▼▼▼

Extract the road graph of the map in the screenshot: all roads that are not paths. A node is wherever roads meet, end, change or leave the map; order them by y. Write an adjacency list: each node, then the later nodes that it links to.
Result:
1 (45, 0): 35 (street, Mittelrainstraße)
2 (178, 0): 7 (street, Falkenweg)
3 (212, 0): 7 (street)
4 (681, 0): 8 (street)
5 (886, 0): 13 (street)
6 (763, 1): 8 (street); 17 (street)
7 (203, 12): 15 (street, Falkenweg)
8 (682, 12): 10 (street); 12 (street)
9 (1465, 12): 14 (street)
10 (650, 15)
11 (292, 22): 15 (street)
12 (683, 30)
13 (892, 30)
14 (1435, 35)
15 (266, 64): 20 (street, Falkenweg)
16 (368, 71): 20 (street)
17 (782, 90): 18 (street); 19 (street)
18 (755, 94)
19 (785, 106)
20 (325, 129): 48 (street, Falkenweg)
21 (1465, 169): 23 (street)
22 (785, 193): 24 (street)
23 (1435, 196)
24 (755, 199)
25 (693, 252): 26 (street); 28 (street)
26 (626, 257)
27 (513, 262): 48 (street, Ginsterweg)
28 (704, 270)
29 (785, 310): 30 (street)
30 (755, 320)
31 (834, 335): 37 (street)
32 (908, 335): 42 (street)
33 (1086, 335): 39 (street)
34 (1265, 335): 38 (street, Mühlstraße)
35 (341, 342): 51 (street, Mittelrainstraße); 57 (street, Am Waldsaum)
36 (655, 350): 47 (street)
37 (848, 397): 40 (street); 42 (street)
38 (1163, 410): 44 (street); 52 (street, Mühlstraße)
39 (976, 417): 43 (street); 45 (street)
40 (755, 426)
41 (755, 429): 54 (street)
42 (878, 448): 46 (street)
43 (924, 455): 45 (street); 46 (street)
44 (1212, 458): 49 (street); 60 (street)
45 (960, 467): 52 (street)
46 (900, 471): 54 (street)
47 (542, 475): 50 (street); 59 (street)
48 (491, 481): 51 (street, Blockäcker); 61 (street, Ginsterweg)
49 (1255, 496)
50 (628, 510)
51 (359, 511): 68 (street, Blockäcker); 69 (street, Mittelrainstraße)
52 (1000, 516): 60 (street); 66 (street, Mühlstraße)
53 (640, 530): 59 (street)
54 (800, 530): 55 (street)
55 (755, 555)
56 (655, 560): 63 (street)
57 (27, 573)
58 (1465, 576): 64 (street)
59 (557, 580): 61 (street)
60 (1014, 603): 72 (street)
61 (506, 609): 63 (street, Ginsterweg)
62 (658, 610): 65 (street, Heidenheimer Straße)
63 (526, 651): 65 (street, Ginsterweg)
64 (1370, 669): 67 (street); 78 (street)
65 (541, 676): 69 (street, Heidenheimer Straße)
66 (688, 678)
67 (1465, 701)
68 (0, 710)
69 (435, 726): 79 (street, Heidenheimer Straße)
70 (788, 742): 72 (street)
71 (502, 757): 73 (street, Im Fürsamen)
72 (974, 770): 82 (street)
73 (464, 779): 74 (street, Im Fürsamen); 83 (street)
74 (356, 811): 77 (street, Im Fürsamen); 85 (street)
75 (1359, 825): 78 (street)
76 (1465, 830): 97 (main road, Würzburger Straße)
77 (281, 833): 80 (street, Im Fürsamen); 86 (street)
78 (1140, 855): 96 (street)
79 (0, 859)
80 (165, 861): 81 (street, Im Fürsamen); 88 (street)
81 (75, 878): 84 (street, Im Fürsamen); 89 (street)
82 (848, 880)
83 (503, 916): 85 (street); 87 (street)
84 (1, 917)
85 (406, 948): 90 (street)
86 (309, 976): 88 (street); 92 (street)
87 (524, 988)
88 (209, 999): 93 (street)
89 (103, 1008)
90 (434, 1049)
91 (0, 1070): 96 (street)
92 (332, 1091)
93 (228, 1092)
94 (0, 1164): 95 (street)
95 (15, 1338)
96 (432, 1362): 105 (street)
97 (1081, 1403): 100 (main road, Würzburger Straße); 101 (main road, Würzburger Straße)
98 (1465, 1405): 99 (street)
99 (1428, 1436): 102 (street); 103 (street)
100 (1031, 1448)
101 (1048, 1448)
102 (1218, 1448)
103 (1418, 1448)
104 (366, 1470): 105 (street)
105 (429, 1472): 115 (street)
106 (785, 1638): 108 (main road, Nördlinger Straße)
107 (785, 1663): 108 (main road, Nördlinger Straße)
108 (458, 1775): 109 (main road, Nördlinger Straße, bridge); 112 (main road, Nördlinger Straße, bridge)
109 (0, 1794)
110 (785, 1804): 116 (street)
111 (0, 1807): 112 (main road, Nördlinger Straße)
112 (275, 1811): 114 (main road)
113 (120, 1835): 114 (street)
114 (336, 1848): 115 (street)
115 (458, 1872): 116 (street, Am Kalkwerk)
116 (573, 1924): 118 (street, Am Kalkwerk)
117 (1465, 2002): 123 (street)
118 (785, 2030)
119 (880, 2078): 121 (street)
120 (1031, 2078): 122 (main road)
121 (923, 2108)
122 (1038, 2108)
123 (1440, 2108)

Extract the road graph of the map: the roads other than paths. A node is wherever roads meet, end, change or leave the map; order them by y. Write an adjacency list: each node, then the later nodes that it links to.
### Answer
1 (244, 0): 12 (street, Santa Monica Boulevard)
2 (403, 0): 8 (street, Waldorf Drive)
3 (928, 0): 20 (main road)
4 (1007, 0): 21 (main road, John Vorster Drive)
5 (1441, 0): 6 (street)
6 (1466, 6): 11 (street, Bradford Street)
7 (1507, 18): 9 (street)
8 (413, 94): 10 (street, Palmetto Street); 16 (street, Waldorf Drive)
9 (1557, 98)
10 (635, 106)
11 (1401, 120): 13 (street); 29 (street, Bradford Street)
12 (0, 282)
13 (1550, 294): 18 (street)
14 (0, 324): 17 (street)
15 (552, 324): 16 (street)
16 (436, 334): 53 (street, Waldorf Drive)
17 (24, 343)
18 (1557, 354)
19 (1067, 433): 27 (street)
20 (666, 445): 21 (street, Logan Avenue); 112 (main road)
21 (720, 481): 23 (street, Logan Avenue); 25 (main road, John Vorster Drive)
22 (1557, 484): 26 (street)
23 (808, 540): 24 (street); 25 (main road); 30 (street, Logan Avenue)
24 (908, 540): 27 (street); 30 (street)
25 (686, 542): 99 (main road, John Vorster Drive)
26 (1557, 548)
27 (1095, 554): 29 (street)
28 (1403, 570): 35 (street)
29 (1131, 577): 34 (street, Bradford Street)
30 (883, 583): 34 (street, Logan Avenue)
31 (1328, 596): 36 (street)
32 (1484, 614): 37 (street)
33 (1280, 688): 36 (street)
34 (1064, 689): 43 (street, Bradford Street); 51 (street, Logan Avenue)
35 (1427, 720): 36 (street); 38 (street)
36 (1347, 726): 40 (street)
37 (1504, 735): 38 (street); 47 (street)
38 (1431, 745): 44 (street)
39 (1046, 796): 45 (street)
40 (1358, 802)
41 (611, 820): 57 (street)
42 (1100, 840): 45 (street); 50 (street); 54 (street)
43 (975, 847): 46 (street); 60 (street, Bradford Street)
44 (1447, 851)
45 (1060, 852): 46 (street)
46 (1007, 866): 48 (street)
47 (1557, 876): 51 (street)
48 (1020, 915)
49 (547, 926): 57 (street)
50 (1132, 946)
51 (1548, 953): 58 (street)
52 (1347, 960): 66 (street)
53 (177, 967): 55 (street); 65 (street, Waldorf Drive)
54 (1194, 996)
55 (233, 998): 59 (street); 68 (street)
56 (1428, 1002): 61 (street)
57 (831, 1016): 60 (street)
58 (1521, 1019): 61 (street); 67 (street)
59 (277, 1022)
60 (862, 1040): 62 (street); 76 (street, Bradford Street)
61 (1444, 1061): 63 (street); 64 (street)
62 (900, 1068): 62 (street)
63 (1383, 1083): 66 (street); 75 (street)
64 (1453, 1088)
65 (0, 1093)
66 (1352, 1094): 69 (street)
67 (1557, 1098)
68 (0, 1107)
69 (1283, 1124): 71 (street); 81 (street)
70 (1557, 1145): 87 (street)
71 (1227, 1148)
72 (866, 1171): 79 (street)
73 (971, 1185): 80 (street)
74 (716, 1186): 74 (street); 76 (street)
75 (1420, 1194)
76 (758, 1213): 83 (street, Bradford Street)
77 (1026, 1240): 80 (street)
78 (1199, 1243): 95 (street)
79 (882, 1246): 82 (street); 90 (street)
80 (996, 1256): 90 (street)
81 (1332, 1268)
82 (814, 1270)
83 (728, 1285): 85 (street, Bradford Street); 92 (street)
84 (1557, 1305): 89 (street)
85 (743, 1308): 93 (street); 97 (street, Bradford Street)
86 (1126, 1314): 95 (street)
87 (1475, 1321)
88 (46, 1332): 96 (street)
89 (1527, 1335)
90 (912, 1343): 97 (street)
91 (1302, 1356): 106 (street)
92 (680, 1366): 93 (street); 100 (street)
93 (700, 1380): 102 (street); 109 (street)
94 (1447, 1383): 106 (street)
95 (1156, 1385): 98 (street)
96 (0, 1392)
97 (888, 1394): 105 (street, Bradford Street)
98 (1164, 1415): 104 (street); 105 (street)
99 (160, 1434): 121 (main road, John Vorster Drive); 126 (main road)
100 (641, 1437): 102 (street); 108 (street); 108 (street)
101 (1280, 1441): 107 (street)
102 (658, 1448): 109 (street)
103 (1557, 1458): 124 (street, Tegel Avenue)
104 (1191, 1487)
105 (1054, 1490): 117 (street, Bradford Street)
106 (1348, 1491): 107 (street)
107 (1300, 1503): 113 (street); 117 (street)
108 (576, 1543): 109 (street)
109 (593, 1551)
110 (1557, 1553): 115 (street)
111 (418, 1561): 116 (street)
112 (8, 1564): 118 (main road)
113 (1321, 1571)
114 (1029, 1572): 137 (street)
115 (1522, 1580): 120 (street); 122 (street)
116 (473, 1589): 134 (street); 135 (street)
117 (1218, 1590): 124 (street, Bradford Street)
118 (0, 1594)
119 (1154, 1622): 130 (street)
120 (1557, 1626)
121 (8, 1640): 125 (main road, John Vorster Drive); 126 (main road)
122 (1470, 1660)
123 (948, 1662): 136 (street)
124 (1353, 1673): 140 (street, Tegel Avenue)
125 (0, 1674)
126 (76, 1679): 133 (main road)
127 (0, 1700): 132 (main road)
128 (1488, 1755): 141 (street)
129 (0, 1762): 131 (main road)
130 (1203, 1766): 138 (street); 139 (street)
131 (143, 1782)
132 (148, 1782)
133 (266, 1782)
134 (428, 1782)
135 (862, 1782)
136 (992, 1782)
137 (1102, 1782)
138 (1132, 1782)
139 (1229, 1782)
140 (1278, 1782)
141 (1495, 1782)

▲▲▲

What is being asked> A bare number is the whole answer: the tally of lines in the listing above that include "Extract".

Solution below> 2